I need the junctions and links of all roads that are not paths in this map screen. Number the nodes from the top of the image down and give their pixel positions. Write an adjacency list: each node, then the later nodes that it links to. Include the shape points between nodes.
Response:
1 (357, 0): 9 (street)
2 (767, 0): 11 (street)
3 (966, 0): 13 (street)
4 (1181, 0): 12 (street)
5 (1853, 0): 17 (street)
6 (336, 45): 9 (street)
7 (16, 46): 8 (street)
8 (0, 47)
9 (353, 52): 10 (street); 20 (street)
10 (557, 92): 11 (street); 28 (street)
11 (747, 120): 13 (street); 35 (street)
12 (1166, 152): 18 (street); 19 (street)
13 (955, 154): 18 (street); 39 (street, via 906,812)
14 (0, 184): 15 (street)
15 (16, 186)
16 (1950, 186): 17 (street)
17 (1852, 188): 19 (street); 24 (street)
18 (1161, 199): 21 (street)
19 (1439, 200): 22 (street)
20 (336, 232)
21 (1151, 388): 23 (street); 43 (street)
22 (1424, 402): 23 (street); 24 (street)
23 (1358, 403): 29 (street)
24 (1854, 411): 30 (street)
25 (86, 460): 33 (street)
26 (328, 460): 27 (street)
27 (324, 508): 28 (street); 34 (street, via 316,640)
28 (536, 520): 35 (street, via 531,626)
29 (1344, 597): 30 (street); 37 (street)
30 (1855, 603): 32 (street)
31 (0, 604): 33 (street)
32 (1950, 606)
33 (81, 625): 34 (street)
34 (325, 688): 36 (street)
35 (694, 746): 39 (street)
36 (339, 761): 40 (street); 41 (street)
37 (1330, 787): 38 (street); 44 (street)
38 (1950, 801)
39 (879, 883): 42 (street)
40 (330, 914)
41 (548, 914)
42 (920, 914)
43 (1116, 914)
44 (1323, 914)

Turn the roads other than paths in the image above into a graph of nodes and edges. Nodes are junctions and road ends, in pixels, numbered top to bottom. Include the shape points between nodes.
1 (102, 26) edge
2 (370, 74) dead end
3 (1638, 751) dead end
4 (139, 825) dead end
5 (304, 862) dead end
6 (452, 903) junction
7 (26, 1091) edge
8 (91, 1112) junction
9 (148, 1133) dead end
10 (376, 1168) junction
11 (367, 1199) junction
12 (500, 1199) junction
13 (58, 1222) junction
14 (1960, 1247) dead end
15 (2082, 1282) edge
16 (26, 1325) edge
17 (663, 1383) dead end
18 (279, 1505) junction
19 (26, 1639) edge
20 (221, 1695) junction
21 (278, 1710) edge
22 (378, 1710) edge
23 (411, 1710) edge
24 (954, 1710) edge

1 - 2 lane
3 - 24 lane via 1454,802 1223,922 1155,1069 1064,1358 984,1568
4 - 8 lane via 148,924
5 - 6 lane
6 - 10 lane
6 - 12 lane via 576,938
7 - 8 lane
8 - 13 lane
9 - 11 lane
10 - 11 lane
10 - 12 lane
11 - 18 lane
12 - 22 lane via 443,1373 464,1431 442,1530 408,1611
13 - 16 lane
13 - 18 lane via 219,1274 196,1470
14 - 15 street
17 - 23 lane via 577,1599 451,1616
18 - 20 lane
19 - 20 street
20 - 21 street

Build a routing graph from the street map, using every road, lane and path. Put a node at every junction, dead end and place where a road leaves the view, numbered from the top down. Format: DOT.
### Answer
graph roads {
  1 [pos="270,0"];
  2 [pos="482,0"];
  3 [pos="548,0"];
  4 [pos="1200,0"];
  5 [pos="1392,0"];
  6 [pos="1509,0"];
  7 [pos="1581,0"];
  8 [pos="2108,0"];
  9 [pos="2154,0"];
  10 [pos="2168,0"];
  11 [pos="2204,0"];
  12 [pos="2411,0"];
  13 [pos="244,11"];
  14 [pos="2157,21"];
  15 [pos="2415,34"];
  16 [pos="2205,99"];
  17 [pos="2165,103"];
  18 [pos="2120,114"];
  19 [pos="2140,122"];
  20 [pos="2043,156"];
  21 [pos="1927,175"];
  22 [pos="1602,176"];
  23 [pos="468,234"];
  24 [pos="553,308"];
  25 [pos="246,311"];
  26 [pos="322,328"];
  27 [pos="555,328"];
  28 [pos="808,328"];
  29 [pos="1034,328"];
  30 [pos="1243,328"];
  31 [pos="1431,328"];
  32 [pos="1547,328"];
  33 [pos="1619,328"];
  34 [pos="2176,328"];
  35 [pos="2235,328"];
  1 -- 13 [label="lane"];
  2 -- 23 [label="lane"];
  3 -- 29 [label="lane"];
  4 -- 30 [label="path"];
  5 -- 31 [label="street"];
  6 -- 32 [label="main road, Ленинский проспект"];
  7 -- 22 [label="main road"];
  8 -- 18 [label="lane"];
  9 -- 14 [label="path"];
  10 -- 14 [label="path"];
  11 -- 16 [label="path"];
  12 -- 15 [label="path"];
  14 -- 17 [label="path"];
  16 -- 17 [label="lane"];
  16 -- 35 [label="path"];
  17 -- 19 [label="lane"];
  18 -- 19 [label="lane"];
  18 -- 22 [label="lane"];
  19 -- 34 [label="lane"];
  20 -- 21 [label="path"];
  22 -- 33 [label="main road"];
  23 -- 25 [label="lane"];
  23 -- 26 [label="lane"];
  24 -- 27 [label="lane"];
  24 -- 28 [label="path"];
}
------------------------------------------------------------
YOUR ASSIGNMENT –
Go through the data above and find the lines with the word "main". Copy each of those lines.

TASK SOLUTION –
  6 -- 32 [label="main road, Ленинский проспект"];
  7 -- 22 [label="main road"];
  22 -- 33 [label="main road"];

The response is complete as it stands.